> _About this exercise_: For the string "graph", state the number of lines in the data that contain it, and nothing else.

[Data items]
────
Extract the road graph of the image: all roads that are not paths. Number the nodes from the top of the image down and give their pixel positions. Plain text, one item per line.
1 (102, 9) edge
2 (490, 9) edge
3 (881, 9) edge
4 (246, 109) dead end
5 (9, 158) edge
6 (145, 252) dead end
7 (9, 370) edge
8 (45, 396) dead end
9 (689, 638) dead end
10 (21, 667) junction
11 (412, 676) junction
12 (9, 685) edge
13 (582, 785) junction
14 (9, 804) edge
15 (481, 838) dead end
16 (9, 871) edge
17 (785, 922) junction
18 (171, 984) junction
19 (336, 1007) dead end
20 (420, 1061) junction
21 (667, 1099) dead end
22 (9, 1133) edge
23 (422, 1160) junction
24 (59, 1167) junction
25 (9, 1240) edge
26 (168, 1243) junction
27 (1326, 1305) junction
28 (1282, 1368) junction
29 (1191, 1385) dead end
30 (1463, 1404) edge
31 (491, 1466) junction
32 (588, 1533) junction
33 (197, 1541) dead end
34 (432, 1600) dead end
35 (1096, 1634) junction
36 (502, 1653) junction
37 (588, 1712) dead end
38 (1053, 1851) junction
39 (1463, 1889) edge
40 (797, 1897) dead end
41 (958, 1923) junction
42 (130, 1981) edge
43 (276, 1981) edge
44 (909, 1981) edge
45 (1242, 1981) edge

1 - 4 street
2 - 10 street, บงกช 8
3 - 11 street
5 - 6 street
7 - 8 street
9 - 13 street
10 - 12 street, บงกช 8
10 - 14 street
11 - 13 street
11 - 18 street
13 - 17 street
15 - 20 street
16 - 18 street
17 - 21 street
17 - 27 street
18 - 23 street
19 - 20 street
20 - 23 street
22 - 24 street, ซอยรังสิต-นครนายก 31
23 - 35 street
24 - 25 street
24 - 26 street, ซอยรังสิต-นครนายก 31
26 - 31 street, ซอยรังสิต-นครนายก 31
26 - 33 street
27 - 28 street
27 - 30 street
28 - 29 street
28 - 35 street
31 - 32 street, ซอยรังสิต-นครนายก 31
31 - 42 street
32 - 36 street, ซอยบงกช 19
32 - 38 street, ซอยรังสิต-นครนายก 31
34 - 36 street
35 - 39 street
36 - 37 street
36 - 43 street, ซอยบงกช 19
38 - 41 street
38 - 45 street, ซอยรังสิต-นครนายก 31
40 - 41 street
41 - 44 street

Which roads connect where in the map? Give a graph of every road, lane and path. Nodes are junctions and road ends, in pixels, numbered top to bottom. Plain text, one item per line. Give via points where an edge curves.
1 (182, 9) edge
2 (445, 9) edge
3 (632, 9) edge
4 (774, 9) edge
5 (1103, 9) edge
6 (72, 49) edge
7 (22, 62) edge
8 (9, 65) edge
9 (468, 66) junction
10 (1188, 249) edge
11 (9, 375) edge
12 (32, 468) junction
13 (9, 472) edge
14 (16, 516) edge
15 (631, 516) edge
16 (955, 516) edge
────
> _Result_: 2